Saved data entries
▼

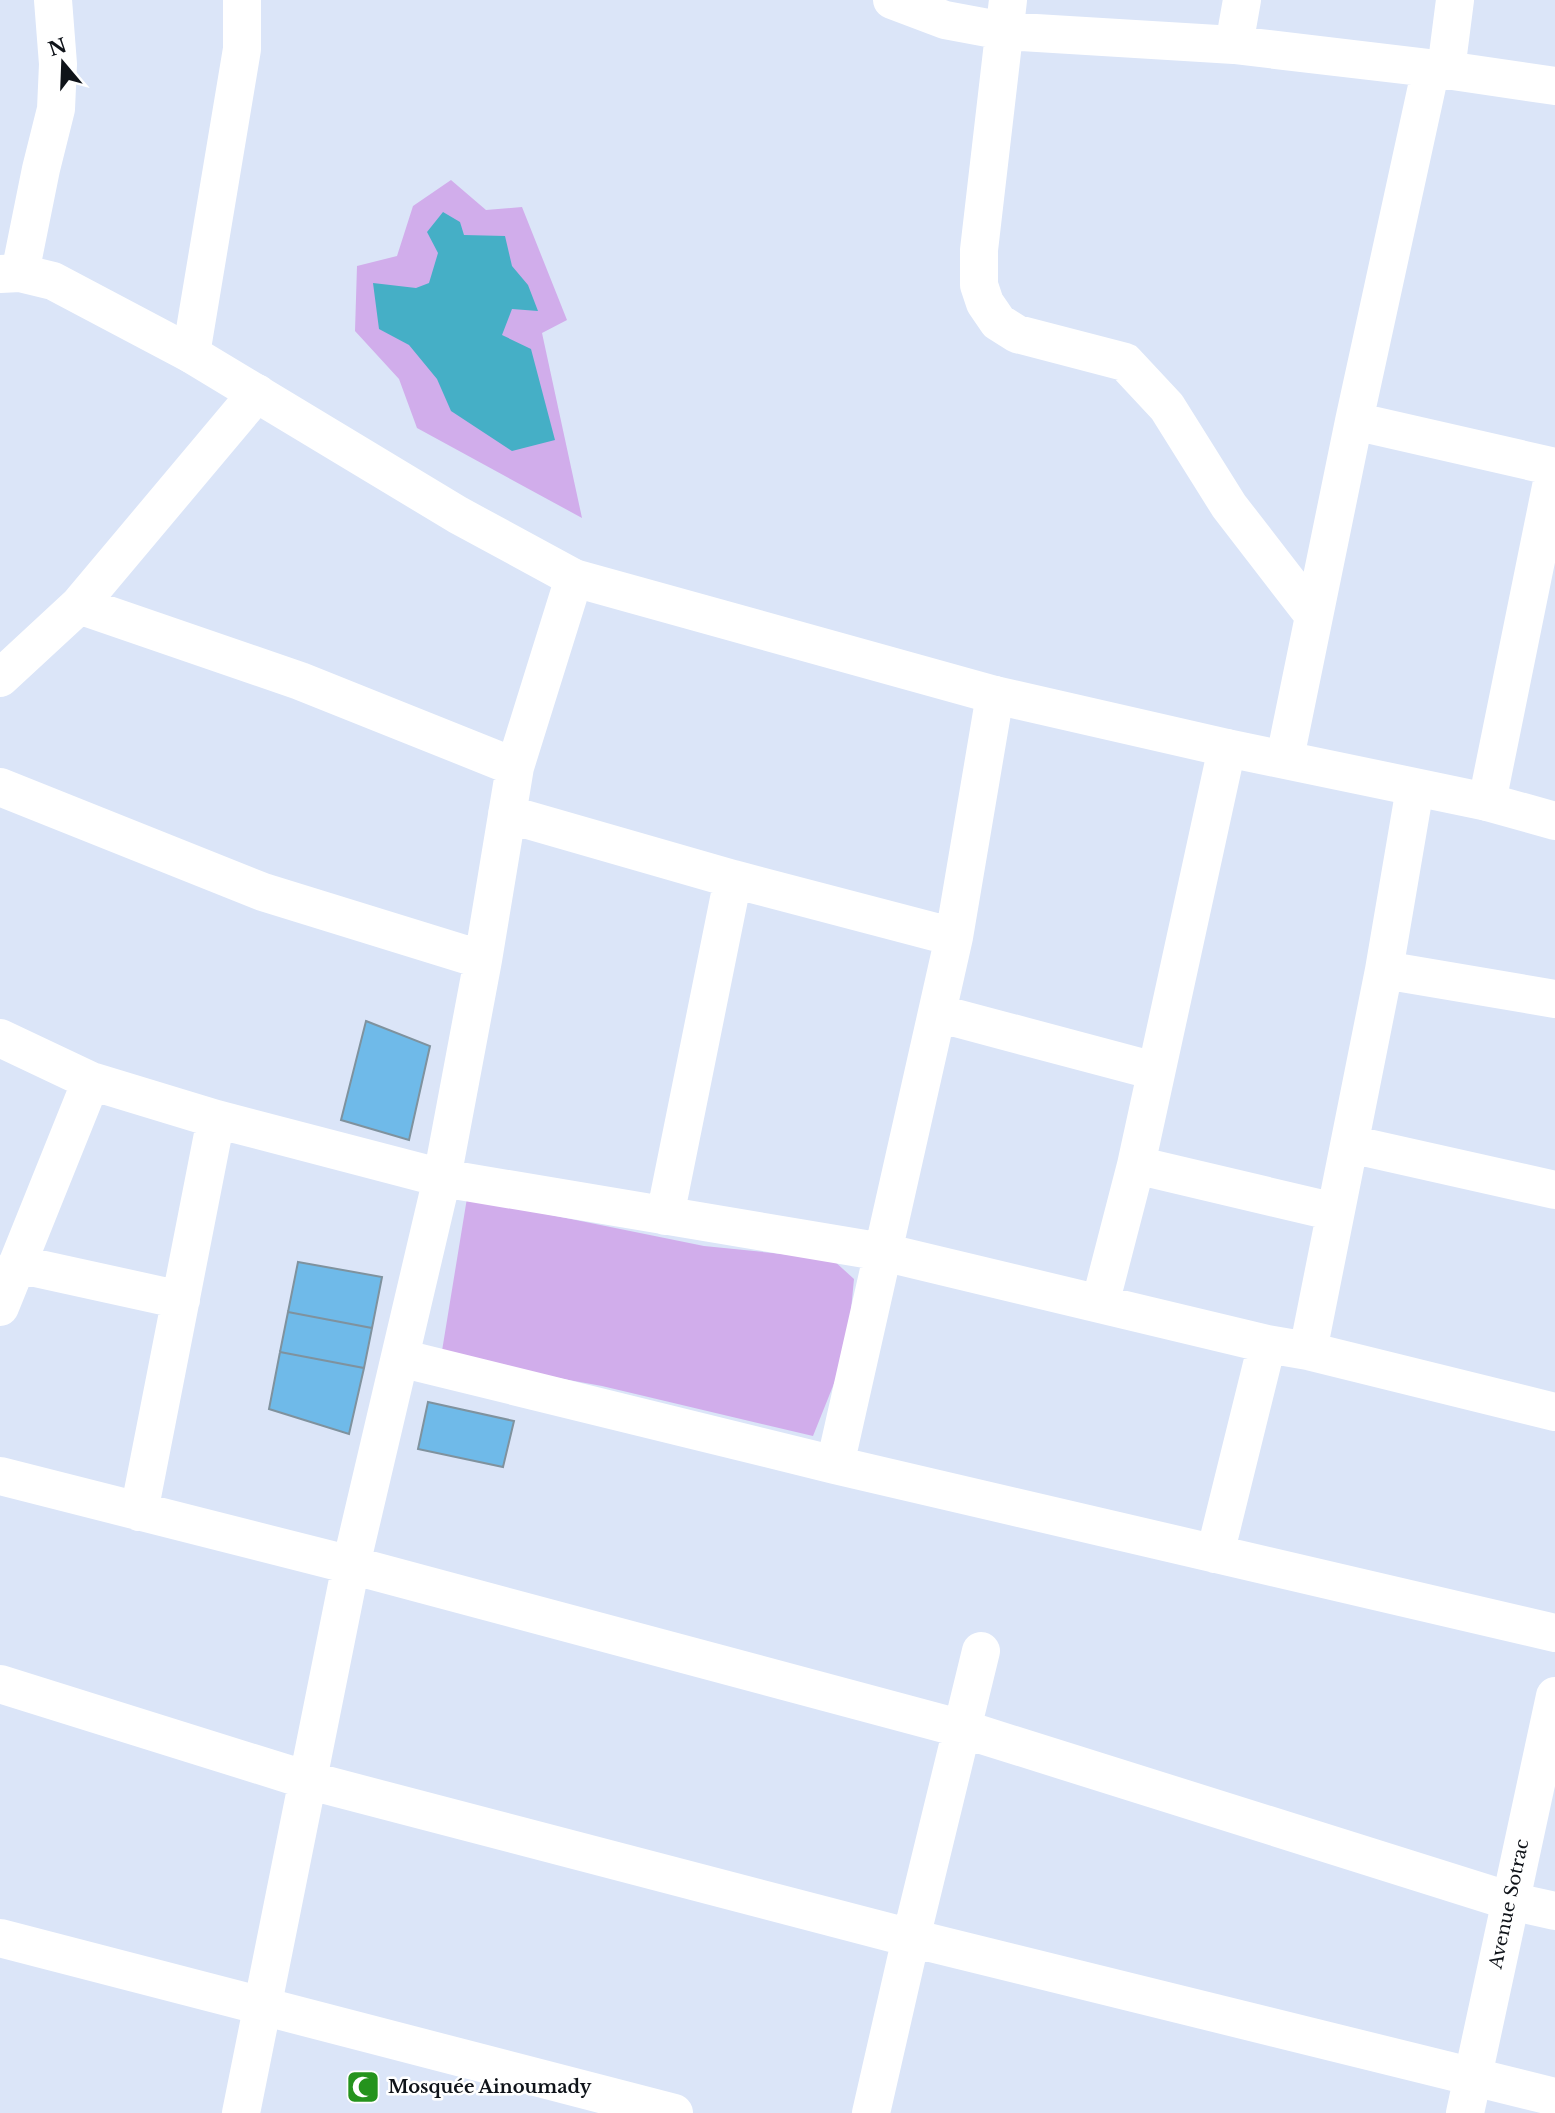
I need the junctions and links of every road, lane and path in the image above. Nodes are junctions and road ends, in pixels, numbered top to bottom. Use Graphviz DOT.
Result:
graph roads {
  1 [pos="53,0"];
  2 [pos="242,0"];
  3 [pos="892,0"];
  4 [pos="1242,0"];
  5 [pos="1455,0"];
  6 [pos="1006,15"];
  7 [pos="1234,45"];
  8 [pos="1439,69"];
  9 [pos="1555,86"];
  10 [pos="10,273"];
  11 [pos="191,354"];
  12 [pos="257,393"];
  13 [pos="1354,421"];
  14 [pos="1555,467"];
  15 [pos="573,578"];
  16 [pos="79,606"];
  17 [pos="1314,616"];
  18 [pos="0,678"];
  19 [pos="995,695"];
  20 [pos="1227,747"];
  21 [pos="1285,758"];
  22 [pos="514,767"];
  23 [pos="0,787"];
  24 [pos="1415,788"];
  25 [pos="1487,802"];
  26 [pos="508,814"];
  27 [pos="1555,821"];
  28 [pos="733,879"];
  29 [pos="954,937"];
  30 [pos="483,960"];
  31 [pos="1384,970"];
  32 [pos="1555,999"];
  33 [pos="937,1013"];
  34 [pos="0,1038"];
  35 [pos="1155,1071"];
  36 [pos="91,1081"];
  37 [pos="216,1119"];
  38 [pos="1350,1144"];
  39 [pos="1136,1165"];
  40 [pos="442,1178"];
  41 [pos="1555,1190"];
  42 [pos="1335,1212"];
  43 [pos="665,1216"];
  44 [pos="883,1252"];
  45 [pos="17,1264"];
  46 [pos="181,1300"];
  47 [pos="1100,1304"];
  48 [pos="0,1307"];
  49 [pos="1267,1344"];
  50 [pos="1308,1351"];
  51 [pos="400,1358"];
  52 [pos="1555,1412"];
  53 [pos="835,1465"];
  54 [pos="0,1476"];
  55 [pos="139,1512"];
  56 [pos="1215,1554"];
  57 [pos="351,1565"];
  58 [pos="1555,1633"];
  59 [pos="981,1651"];
  60 [pos="0,1684"];
  61 [pos="1555,1696"];
  62 [pos="963,1728"];
  63 [pos="307,1780"];
  64 [pos="1510,1902"];
  65 [pos="1555,1911"];
  66 [pos="0,1938"];
  67 [pos="911,1938"];
  68 [pos="263,2007"];
  69 [pos="1471,2076"];
  70 [pos="1555,2097"];
  71 [pos="241,2113"];
  72 [pos="674,2113"];
  73 [pos="871,2113"];
  74 [pos="1465,2113"];
  1 -- 10 [label="street"];
  2 -- 11 [label="street"];
  3 -- 6 [label="street"];
  4 -- 7 [label="street"];
  5 -- 8 [label="street"];
  6 -- 7 [label="street"];
  6 -- 17 [label="street"];
  7 -- 8 [label="street"];
  8 -- 9 [label="street"];
  8 -- 13 [label="street"];
  10 -- 11 [label="street"];
  11 -- 12 [label="street"];
  12 -- 15 [label="street"];
  12 -- 16 [label="street"];
  13 -- 14 [label="street"];
  13 -- 17 [label="street"];
  14 -- 25 [label="street"];
  15 -- 19 [label="street"];
  15 -- 22 [label="street"];
  16 -- 18 [label="street"];
  16 -- 22 [label="street"];
  17 -- 21 [label="street"];
  19 -- 20 [label="street"];
  19 -- 29 [label="street"];
  20 -- 21 [label="street"];
  20 -- 35 [label="street"];
  21 -- 24 [label="street"];
  22 -- 26 [label="street"];
  23 -- 30 [label="street"];
  24 -- 25 [label="street"];
  24 -- 31 [label="street"];
  25 -- 27 [label="street"];
  26 -- 28 [label="street"];
  26 -- 30 [label="street"];
  28 -- 29 [label="street"];
  28 -- 43 [label="street"];
  29 -- 33 [label="street"];
  30 -- 40 [label="street"];
  31 -- 32 [label="street"];
  31 -- 38 [label="street"];
  33 -- 35 [label="street"];
  33 -- 44 [label="street"];
  34 -- 36 [label="street"];
  35 -- 39 [label="street"];
  36 -- 37 [label="street"];
  36 -- 45 [label="street"];
  37 -- 40 [label="street"];
  37 -- 46 [label="street"];
  38 -- 41 [label="street"];
  38 -- 42 [label="street"];
  39 -- 42 [label="street"];
  39 -- 47 [label="street"];
  40 -- 43 [label="street"];
  40 -- 51 [label="street"];
  42 -- 50 [label="street"];
  43 -- 44 [label="street"];
  44 -- 47 [label="street"];
  44 -- 53 [label="street"];
  45 -- 46 [label="street"];
  45 -- 48 [label="street"];
  46 -- 55 [label="street"];
  47 -- 49 [label="street"];
  49 -- 50 [label="street"];
  49 -- 56 [label="street"];
  50 -- 52 [label="street"];
  51 -- 53 [label="street"];
  51 -- 57 [label="street"];
  53 -- 56 [label="street"];
  54 -- 55 [label="street"];
  55 -- 57 [label="street"];
  56 -- 58 [label="street"];
  57 -- 62 [label="street"];
  57 -- 63 [label="street"];
  59 -- 62 [label="street"];
  60 -- 63 [label="street"];
  61 -- 64 [label="street, Avenue Sotrac"];
  62 -- 64 [label="street"];
  62 -- 67 [label="street"];
  63 -- 67 [label="street"];
  63 -- 68 [label="street"];
  64 -- 65 [label="street"];
  64 -- 69 [label="street, Avenue Sotrac"];
  66 -- 68 [label="street"];
  67 -- 69 [label="street"];
  67 -- 73 [label="street"];
  68 -- 71 [label="street"];
  68 -- 72 [label="street"];
  69 -- 70 [label="street"];
  69 -- 74 [label="street, Avenue Sotrac"];
}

▲

All records must be output exactly as they are, except for the pictures, which are left out.

_ANSWER TO THE PROBLEM_:
I need the junctions and links of every road, lane and path in the image above. Nodes are junctions and road ends, in pixels, numbered top to bottom. Use Graphviz DOT.
Result:
graph roads {
  1 [pos="53,0"];
  2 [pos="242,0"];
  3 [pos="892,0"];
  4 [pos="1242,0"];
  5 [pos="1455,0"];
  6 [pos="1006,15"];
  7 [pos="1234,45"];
  8 [pos="1439,69"];
  9 [pos="1555,86"];
  10 [pos="10,273"];
  11 [pos="191,354"];
  12 [pos="257,393"];
  13 [pos="1354,421"];
  14 [pos="1555,467"];
  15 [pos="573,578"];
  16 [pos="79,606"];
  17 [pos="1314,616"];
  18 [pos="0,678"];
  19 [pos="995,695"];
  20 [pos="1227,747"];
  21 [pos="1285,758"];
  22 [pos="514,767"];
  23 [pos="0,787"];
  24 [pos="1415,788"];
  25 [pos="1487,802"];
  26 [pos="508,814"];
  27 [pos="1555,821"];
  28 [pos="733,879"];
  29 [pos="954,937"];
  30 [pos="483,960"];
  31 [pos="1384,970"];
  32 [pos="1555,999"];
  33 [pos="937,1013"];
  34 [pos="0,1038"];
  35 [pos="1155,1071"];
  36 [pos="91,1081"];
  37 [pos="216,1119"];
  38 [pos="1350,1144"];
  39 [pos="1136,1165"];
  40 [pos="442,1178"];
  41 [pos="1555,1190"];
  42 [pos="1335,1212"];
  43 [pos="665,1216"];
  44 [pos="883,1252"];
  45 [pos="17,1264"];
  46 [pos="181,1300"];
  47 [pos="1100,1304"];
  48 [pos="0,1307"];
  49 [pos="1267,1344"];
  50 [pos="1308,1351"];
  51 [pos="400,1358"];
  52 [pos="1555,1412"];
  53 [pos="835,1465"];
  54 [pos="0,1476"];
  55 [pos="139,1512"];
  56 [pos="1215,1554"];
  57 [pos="351,1565"];
  58 [pos="1555,1633"];
  59 [pos="981,1651"];
  60 [pos="0,1684"];
  61 [pos="1555,1696"];
  62 [pos="963,1728"];
  63 [pos="307,1780"];
  64 [pos="1510,1902"];
  65 [pos="1555,1911"];
  66 [pos="0,1938"];
  67 [pos="911,1938"];
  68 [pos="263,2007"];
  69 [pos="1471,2076"];
  70 [pos="1555,2097"];
  71 [pos="241,2113"];
  72 [pos="674,2113"];
  73 [pos="871,2113"];
  74 [pos="1465,2113"];
  1 -- 10 [label="street"];
  2 -- 11 [label="street"];
  3 -- 6 [label="street"];
  4 -- 7 [label="street"];
  5 -- 8 [label="street"];
  6 -- 7 [label="street"];
  6 -- 17 [label="street"];
  7 -- 8 [label="street"];
  8 -- 9 [label="street"];
  8 -- 13 [label="street"];
  10 -- 11 [label="street"];
  11 -- 12 [label="street"];
  12 -- 15 [label="street"];
  12 -- 16 [label="street"];
  13 -- 14 [label="street"];
  13 -- 17 [label="street"];
  14 -- 25 [label="street"];
  15 -- 19 [label="street"];
  15 -- 22 [label="street"];
  16 -- 18 [label="street"];
  16 -- 22 [label="street"];
  17 -- 21 [label="street"];
  19 -- 20 [label="street"];
  19 -- 29 [label="street"];
  20 -- 21 [label="street"];
  20 -- 35 [label="street"];
  21 -- 24 [label="street"];
  22 -- 26 [label="street"];
  23 -- 30 [label="street"];
  24 -- 25 [label="street"];
  24 -- 31 [label="street"];
  25 -- 27 [label="street"];
  26 -- 28 [label="street"];
  26 -- 30 [label="street"];
  28 -- 29 [label="street"];
  28 -- 43 [label="street"];
  29 -- 33 [label="street"];
  30 -- 40 [label="street"];
  31 -- 32 [label="street"];
  31 -- 38 [label="street"];
  33 -- 35 [label="street"];
  33 -- 44 [label="street"];
  34 -- 36 [label="street"];
  35 -- 39 [label="street"];
  36 -- 37 [label="street"];
  36 -- 45 [label="street"];
  37 -- 40 [label="street"];
  37 -- 46 [label="street"];
  38 -- 41 [label="street"];
  38 -- 42 [label="street"];
  39 -- 42 [label="street"];
  39 -- 47 [label="street"];
  40 -- 43 [label="street"];
  40 -- 51 [label="street"];
  42 -- 50 [label="street"];
  43 -- 44 [label="street"];
  44 -- 47 [label="street"];
  44 -- 53 [label="street"];
  45 -- 46 [label="street"];
  45 -- 48 [label="street"];
  46 -- 55 [label="street"];
  47 -- 49 [label="street"];
  49 -- 50 [label="street"];
  49 -- 56 [label="street"];
  50 -- 52 [label="street"];
  51 -- 53 [label="street"];
  51 -- 57 [label="street"];
  53 -- 56 [label="street"];
  54 -- 55 [label="street"];
  55 -- 57 [label="street"];
  56 -- 58 [label="street"];
  57 -- 62 [label="street"];
  57 -- 63 [label="street"];
  59 -- 62 [label="street"];
  60 -- 63 [label="street"];
  61 -- 64 [label="street, Avenue Sotrac"];
  62 -- 64 [label="street"];
  62 -- 67 [label="street"];
  63 -- 67 [label="street"];
  63 -- 68 [label="street"];
  64 -- 65 [label="street"];
  64 -- 69 [label="street, Avenue Sotrac"];
  66 -- 68 [label="street"];
  67 -- 69 [label="street"];
  67 -- 73 [label="street"];
  68 -- 71 [label="street"];
  68 -- 72 [label="street"];
  69 -- 70 [label="street"];
  69 -- 74 [label="street, Avenue Sotrac"];
}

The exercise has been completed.